- **Exercise description**
A verbatim copy of the data below is the required output.
===
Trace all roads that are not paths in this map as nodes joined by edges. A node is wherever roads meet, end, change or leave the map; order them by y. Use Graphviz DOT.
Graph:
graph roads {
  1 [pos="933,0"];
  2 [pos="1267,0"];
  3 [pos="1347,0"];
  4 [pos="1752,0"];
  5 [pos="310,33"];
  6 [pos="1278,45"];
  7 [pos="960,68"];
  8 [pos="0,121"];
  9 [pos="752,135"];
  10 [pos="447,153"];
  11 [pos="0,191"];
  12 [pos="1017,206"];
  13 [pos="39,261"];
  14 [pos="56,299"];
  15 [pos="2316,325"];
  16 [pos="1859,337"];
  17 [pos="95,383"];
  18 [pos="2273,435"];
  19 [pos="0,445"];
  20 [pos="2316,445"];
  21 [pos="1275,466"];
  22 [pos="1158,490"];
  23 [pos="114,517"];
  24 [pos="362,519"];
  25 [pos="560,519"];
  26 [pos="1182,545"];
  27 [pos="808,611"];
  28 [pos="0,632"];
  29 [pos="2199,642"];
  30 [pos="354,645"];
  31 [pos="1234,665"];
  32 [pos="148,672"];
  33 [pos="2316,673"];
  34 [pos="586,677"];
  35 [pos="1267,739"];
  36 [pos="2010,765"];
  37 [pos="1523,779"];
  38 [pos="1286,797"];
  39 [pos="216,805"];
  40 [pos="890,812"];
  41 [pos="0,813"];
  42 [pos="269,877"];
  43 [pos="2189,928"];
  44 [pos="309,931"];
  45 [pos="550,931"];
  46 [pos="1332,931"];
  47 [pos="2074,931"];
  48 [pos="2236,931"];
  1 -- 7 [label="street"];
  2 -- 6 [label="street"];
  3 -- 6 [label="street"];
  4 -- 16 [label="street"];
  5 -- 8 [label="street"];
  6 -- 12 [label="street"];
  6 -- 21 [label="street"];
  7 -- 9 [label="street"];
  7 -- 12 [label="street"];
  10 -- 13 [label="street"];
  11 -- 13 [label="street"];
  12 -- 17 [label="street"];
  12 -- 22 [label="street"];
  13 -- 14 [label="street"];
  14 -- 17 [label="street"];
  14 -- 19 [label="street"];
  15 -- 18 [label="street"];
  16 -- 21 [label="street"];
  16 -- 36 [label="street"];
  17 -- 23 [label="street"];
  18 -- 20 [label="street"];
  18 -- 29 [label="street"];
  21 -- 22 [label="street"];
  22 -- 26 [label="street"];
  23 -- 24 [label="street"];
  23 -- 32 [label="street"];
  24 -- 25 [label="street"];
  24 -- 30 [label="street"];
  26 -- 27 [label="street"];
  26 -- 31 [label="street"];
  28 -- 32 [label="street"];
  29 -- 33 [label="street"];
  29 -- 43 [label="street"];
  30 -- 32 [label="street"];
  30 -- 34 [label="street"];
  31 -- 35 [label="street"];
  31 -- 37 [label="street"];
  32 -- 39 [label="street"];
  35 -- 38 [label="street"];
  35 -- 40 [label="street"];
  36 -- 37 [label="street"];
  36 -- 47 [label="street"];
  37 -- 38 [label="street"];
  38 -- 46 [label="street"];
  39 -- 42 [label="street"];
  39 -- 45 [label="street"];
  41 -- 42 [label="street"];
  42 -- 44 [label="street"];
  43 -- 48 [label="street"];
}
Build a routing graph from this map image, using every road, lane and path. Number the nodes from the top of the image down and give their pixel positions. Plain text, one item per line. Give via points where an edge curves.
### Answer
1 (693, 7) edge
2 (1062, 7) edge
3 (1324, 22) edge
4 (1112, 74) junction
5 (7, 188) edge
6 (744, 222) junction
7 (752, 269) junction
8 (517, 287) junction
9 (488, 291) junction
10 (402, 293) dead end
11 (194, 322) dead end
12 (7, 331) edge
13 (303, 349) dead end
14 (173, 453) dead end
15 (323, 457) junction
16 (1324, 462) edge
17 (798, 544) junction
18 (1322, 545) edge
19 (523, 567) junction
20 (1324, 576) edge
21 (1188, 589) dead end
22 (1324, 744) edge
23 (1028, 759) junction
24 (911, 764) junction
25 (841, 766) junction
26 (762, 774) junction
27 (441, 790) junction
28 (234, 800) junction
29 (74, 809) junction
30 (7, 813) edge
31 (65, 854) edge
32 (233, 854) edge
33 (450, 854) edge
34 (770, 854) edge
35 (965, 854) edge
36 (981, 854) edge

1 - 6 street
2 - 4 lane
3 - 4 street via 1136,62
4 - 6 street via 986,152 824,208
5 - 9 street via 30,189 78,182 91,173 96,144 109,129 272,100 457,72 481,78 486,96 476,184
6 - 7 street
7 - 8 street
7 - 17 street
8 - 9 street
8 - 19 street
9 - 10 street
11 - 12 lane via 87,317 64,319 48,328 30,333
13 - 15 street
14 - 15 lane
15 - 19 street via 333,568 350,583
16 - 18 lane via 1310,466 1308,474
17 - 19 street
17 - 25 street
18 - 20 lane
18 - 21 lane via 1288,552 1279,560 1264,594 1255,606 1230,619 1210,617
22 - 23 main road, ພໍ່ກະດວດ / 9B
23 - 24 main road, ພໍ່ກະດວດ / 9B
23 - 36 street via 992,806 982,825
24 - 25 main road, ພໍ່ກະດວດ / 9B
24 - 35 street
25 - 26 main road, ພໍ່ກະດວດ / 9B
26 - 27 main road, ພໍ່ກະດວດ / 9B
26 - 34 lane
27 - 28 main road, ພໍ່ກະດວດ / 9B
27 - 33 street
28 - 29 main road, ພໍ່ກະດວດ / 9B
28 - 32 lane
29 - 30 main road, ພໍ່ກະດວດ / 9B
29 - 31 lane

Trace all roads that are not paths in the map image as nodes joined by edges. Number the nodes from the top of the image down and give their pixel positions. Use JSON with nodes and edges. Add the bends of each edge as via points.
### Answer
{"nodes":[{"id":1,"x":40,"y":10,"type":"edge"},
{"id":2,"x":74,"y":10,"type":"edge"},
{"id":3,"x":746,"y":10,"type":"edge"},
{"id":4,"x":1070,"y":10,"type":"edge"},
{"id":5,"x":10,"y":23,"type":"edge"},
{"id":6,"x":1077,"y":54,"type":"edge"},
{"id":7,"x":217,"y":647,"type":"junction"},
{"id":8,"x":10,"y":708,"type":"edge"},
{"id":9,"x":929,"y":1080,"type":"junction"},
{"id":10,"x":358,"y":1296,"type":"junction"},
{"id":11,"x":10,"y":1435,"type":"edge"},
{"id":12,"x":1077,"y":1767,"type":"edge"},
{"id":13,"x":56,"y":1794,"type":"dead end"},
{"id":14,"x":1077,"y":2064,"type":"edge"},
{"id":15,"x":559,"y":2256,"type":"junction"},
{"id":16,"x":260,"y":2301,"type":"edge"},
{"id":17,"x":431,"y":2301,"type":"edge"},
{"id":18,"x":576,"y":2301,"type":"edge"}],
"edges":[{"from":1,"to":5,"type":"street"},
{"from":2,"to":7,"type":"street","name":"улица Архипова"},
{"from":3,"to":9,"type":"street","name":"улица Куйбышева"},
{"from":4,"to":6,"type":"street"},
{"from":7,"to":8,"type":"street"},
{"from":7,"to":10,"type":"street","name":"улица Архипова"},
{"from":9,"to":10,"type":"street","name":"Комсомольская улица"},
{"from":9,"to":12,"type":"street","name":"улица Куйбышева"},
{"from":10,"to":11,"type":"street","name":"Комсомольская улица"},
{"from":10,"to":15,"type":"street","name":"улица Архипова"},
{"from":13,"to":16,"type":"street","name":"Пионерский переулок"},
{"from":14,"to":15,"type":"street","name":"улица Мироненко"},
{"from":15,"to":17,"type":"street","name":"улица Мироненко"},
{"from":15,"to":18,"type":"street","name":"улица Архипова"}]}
===
- **Answer area**
Trace all roads that are not paths in this map as nodes joined by edges. A node is wherever roads meet, end, change or leave the map; order them by y. Use Graphviz DOT.
Graph:
graph roads {
  1 [pos="933,0"];
  2 [pos="1267,0"];
  3 [pos="1347,0"];
  4 [pos="1752,0"];
  5 [pos="310,33"];
  6 [pos="1278,45"];
  7 [pos="960,68"];
  8 [pos="0,121"];
  9 [pos="752,135"];
  10 [pos="447,153"];
  11 [pos="0,191"];
  12 [pos="1017,206"];
  13 [pos="39,261"];
  14 [pos="56,299"];
  15 [pos="2316,325"];
  16 [pos="1859,337"];
  17 [pos="95,383"];
  18 [pos="2273,435"];
  19 [pos="0,445"];
  20 [pos="2316,445"];
  21 [pos="1275,466"];
  22 [pos="1158,490"];
  23 [pos="114,517"];
  24 [pos="362,519"];
  25 [pos="560,519"];
  26 [pos="1182,545"];
  27 [pos="808,611"];
  28 [pos="0,632"];
  29 [pos="2199,642"];
  30 [pos="354,645"];
  31 [pos="1234,665"];
  32 [pos="148,672"];
  33 [pos="2316,673"];
  34 [pos="586,677"];
  35 [pos="1267,739"];
  36 [pos="2010,765"];
  37 [pos="1523,779"];
  38 [pos="1286,797"];
  39 [pos="216,805"];
  40 [pos="890,812"];
  41 [pos="0,813"];
  42 [pos="269,877"];
  43 [pos="2189,928"];
  44 [pos="309,931"];
  45 [pos="550,931"];
  46 [pos="1332,931"];
  47 [pos="2074,931"];
  48 [pos="2236,931"];
  1 -- 7 [label="street"];
  2 -- 6 [label="street"];
  3 -- 6 [label="street"];
  4 -- 16 [label="street"];
  5 -- 8 [label="street"];
  6 -- 12 [label="street"];
  6 -- 21 [label="street"];
  7 -- 9 [label="street"];
  7 -- 12 [label="street"];
  10 -- 13 [label="street"];
  11 -- 13 [label="street"];
  12 -- 17 [label="street"];
  12 -- 22 [label="street"];
  13 -- 14 [label="street"];
  14 -- 17 [label="street"];
  14 -- 19 [label="street"];
  15 -- 18 [label="street"];
  16 -- 21 [label="street"];
  16 -- 36 [label="street"];
  17 -- 23 [label="street"];
  18 -- 20 [label="street"];
  18 -- 29 [label="street"];
  21 -- 22 [label="street"];
  22 -- 26 [label="street"];
  23 -- 24 [label="street"];
  23 -- 32 [label="street"];
  24 -- 25 [label="street"];
  24 -- 30 [label="street"];
  26 -- 27 [label="street"];
  26 -- 31 [label="street"];
  28 -- 32 [label="street"];
  29 -- 33 [label="street"];
  29 -- 43 [label="street"];
  30 -- 32 [label="street"];
  30 -- 34 [label="street"];
  31 -- 35 [label="street"];
  31 -- 37 [label="street"];
  32 -- 39 [label="street"];
  35 -- 38 [label="street"];
  35 -- 40 [label="street"];
  36 -- 37 [label="street"];
  36 -- 47 [label="street"];
  37 -- 38 [label="street"];
  38 -- 46 [label="street"];
  39 -- 42 [label="street"];
  39 -- 45 [label="street"];
  41 -- 42 [label="street"];
  42 -- 44 [label="street"];
  43 -- 48 [label="street"];
}
Build a routing graph from this map image, using every road, lane and path. Number the nodes from the top of the image down and give their pixel positions. Plain text, one item per line. Give via points where an edge curves.
### Answer
1 (693, 7) edge
2 (1062, 7) edge
3 (1324, 22) edge
4 (1112, 74) junction
5 (7, 188) edge
6 (744, 222) junction
7 (752, 269) junction
8 (517, 287) junction
9 (488, 291) junction
10 (402, 293) dead end
11 (194, 322) dead end
12 (7, 331) edge
13 (303, 349) dead end
14 (173, 453) dead end
15 (323, 457) junction
16 (1324, 462) edge
17 (798, 544) junction
18 (1322, 545) edge
19 (523, 567) junction
20 (1324, 576) edge
21 (1188, 589) dead end
22 (1324, 744) edge
23 (1028, 759) junction
24 (911, 764) junction
25 (841, 766) junction
26 (762, 774) junction
27 (441, 790) junction
28 (234, 800) junction
29 (74, 809) junction
30 (7, 813) edge
31 (65, 854) edge
32 (233, 854) edge
33 (450, 854) edge
34 (770, 854) edge
35 (965, 854) edge
36 (981, 854) edge

1 - 6 street
2 - 4 lane
3 - 4 street via 1136,62
4 - 6 street via 986,152 824,208
5 - 9 street via 30,189 78,182 91,173 96,144 109,129 272,100 457,72 481,78 486,96 476,184
6 - 7 street
7 - 8 street
7 - 17 street
8 - 9 street
8 - 19 street
9 - 10 street
11 - 12 lane via 87,317 64,319 48,328 30,333
13 - 15 street
14 - 15 lane
15 - 19 street via 333,568 350,583
16 - 18 lane via 1310,466 1308,474
17 - 19 street
17 - 25 street
18 - 20 lane
18 - 21 lane via 1288,552 1279,560 1264,594 1255,606 1230,619 1210,617
22 - 23 main road, ພໍ່ກະດວດ / 9B
23 - 24 main road, ພໍ່ກະດວດ / 9B
23 - 36 street via 992,806 982,825
24 - 25 main road, ພໍ່ກະດວດ / 9B
24 - 35 street
25 - 26 main road, ພໍ່ກະດວດ / 9B
26 - 27 main road, ພໍ່ກະດວດ / 9B
26 - 34 lane
27 - 28 main road, ພໍ່ກະດວດ / 9B
27 - 33 street
28 - 29 main road, ພໍ່ກະດວດ / 9B
28 - 32 lane
29 - 30 main road, ພໍ່ກະດວດ / 9B
29 - 31 lane

Trace all roads that are not paths in the map image as nodes joined by edges. Number the nodes from the top of the image down and give their pixel positions. Use JSON with nodes and edges. Add the bends of each edge as via points.
### Answer
{"nodes":[{"id":1,"x":40,"y":10,"type":"edge"},
{"id":2,"x":74,"y":10,"type":"edge"},
{"id":3,"x":746,"y":10,"type":"edge"},
{"id":4,"x":1070,"y":10,"type":"edge"},
{"id":5,"x":10,"y":23,"type":"edge"},
{"id":6,"x":1077,"y":54,"type":"edge"},
{"id":7,"x":217,"y":647,"type":"junction"},
{"id":8,"x":10,"y":708,"type":"edge"},
{"id":9,"x":929,"y":1080,"type":"junction"},
{"id":10,"x":358,"y":1296,"type":"junction"},
{"id":11,"x":10,"y":1435,"type":"edge"},
{"id":12,"x":1077,"y":1767,"type":"edge"},
{"id":13,"x":56,"y":1794,"type":"dead end"},
{"id":14,"x":1077,"y":2064,"type":"edge"},
{"id":15,"x":559,"y":2256,"type":"junction"},
{"id":16,"x":260,"y":2301,"type":"edge"},
{"id":17,"x":431,"y":2301,"type":"edge"},
{"id":18,"x":576,"y":2301,"type":"edge"}],
"edges":[{"from":1,"to":5,"type":"street"},
{"from":2,"to":7,"type":"street","name":"улица Архипова"},
{"from":3,"to":9,"type":"street","name":"улица Куйбышева"},
{"from":4,"to":6,"type":"street"},
{"from":7,"to":8,"type":"street"},
{"from":7,"to":10,"type":"street","name":"улица Архипова"},
{"from":9,"to":10,"type":"street","name":"Комсомольская улица"},
{"from":9,"to":12,"type":"street","name":"улица Куйбышева"},
{"from":10,"to":11,"type":"street","name":"Комсомольская улица"},
{"from":10,"to":15,"type":"street","name":"улица Архипова"},
{"from":13,"to":16,"type":"street","name":"Пионерский переулок"},
{"from":14,"to":15,"type":"street","name":"улица Мироненко"},
{"from":15,"to":17,"type":"street","name":"улица Мироненко"},
{"from":15,"to":18,"type":"street","name":"улица Архипова"}]}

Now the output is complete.